PERSONAL OPPINION – Adam Cornelissen
In my opinion this is a very good and exciting book. You get absorbed in the story. In the beginning the don't quite understand what is going on. You think Dr Jekyll and Mr Hyde are two persons, but they are one, in fact. You expect one thing, but you get to read the other.
The lines on the back of the book gave a very mysterious expectation. It gave the impression that the book was full of action and mystery; and that’s what I like.
Some of the events that occurred in the story could not happen in real life, but that’s just why the story is interesting. Even though some was fake, the author has written it in a very convincing way. You really believe what is going on. When an author is able to convince you of a story that’s not real, I think it’s very good.
The main characters are like real people. I can imagine there are people like them. For example, I can imagine Dr Jekyll wants to be able to do bad things for one time. I think many people have such thoughts once in a while. So I can understand his behaviour and I also understand why he had to kill himself in the end. This man didn’t want to hurt people all the time, but after some months, that was the only thing he could do. So I think killing himself was the best thing to do.

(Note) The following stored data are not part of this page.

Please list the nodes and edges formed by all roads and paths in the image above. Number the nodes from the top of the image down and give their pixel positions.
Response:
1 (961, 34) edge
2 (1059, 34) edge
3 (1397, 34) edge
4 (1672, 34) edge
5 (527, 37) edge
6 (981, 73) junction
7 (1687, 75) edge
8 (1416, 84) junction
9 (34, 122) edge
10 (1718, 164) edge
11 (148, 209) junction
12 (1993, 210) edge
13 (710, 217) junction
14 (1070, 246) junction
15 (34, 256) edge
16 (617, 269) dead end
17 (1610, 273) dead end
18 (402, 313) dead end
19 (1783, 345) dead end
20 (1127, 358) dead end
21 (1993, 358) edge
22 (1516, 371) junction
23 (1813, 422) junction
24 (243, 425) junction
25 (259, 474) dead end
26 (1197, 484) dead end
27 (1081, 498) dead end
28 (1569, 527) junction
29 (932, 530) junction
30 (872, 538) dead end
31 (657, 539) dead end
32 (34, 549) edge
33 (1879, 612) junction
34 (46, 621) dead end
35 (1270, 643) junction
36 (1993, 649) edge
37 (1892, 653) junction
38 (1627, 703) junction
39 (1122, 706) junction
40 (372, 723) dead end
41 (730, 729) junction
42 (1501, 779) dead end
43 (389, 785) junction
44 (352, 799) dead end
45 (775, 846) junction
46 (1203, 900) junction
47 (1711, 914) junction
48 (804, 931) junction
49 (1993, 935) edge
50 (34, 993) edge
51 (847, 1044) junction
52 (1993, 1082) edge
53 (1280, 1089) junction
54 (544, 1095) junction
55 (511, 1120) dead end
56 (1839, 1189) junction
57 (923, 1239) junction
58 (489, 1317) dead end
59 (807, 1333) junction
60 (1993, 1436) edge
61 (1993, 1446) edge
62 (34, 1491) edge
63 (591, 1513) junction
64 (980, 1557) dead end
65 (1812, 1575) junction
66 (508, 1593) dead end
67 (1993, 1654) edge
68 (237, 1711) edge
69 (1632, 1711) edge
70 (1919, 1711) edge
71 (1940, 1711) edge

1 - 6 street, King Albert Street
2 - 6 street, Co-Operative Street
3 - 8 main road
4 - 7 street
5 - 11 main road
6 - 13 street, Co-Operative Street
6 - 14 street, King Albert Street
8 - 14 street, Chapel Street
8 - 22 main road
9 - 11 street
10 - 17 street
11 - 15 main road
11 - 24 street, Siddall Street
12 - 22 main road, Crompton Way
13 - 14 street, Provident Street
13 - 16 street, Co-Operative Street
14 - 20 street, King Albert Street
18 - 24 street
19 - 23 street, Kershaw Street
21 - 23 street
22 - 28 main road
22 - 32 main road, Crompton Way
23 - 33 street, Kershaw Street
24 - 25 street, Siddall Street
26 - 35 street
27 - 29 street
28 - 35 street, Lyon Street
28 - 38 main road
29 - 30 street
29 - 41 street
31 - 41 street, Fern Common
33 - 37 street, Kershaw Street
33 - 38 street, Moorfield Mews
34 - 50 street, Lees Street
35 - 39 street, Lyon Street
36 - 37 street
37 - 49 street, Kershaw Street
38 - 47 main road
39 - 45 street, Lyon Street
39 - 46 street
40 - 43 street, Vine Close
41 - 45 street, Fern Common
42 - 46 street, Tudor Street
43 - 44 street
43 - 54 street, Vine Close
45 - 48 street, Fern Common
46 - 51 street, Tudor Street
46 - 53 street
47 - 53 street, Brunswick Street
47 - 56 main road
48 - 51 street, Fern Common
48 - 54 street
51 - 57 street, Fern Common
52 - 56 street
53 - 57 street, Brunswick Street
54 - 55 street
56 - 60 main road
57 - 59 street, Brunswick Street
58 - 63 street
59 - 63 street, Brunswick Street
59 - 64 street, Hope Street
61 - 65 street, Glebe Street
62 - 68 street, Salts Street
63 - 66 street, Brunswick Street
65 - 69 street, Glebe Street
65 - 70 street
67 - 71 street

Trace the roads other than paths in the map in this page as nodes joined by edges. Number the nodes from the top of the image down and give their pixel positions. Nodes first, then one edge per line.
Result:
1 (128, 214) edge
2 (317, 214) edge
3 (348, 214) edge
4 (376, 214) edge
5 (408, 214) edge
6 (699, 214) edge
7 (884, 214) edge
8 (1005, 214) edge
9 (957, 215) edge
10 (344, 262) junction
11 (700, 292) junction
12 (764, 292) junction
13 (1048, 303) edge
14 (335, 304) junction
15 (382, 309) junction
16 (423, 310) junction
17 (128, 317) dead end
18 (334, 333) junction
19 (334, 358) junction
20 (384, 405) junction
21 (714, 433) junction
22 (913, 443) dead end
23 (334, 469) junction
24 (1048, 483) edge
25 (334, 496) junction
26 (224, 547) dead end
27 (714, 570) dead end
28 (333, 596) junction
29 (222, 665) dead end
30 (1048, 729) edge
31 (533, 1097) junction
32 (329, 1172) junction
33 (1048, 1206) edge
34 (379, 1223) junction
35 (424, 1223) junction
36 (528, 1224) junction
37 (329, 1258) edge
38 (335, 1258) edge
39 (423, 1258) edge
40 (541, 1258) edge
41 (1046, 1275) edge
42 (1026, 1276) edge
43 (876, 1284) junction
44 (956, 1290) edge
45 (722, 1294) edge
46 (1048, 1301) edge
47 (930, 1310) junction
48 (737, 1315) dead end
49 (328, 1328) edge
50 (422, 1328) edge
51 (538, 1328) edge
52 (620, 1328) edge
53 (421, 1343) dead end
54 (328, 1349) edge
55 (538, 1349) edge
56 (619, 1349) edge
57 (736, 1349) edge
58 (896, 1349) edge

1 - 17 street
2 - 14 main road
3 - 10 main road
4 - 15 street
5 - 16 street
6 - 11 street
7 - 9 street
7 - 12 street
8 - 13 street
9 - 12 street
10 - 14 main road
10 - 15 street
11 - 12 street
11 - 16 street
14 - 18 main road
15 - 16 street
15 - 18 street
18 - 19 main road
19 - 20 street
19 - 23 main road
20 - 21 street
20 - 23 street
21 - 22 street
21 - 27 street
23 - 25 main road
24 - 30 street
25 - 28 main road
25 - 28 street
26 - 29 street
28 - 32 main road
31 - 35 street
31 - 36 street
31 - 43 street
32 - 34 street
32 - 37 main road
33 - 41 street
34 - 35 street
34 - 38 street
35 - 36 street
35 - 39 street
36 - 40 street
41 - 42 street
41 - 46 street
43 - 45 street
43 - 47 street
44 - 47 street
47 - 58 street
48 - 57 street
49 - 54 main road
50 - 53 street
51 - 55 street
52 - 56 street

The story wasn’t hard to read and you began to understand everything better, when you were further in the story.
At some moments, I even found the story exciting. For example, when Mr Utterson and Poole, Dr Jekyll’s servant, break the door of Dr Jekyll’s cabinet open with an axe and find Mr Hyde.
The only thing I would change in this book is the perspective. I rather would have seen the story told from the
first person perspective. In that way, you can enter into a part much more easy and it gets more real, because you feel you are taking part in the story.
The kind of language used in the story wasn’t very hard to understand. Putting this all together I can say I have enjoyed reading this book and I can recommend it to everybody.